Start of Data for this task
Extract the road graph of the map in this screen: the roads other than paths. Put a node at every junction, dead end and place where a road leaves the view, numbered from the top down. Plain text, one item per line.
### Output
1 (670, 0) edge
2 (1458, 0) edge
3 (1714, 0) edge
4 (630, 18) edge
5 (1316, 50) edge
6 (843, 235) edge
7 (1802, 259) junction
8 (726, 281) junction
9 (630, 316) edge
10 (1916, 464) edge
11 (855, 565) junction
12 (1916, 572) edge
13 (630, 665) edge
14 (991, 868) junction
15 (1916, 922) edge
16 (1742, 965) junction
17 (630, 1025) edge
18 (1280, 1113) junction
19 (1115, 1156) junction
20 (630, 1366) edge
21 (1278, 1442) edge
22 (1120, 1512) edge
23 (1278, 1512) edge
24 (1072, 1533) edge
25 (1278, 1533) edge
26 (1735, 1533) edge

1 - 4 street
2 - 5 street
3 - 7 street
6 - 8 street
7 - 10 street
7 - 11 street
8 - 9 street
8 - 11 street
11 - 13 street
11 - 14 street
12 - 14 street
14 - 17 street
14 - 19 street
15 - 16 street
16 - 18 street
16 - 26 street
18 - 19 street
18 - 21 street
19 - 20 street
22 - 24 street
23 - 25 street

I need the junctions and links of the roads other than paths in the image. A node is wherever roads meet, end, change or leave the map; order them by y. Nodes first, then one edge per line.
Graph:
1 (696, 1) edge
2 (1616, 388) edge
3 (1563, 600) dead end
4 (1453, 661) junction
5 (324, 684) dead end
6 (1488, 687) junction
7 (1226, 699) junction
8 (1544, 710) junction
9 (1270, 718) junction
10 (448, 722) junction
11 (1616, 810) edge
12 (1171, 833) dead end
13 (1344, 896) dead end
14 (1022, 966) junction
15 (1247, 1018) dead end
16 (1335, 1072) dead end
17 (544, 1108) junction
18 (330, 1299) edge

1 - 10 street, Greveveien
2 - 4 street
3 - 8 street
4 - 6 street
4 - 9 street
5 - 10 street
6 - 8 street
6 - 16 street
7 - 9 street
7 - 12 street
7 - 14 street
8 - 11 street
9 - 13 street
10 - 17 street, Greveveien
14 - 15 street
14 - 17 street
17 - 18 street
End of Data for this task
- Exercise
Make a copy of each line in the records above that has the word "node".

- Solution to this exercise
Extract the road graph of the map in this screen: the roads other than paths. Put a node at every junction, dead end and place where a road leaves the view, numbered from the top down. Plain text, one item per line.
I need the junctions and links of the roads other than paths in the image. A node is wherever roads meet, end, change or leave the map; order them by y. Nodes first, then one edge per line.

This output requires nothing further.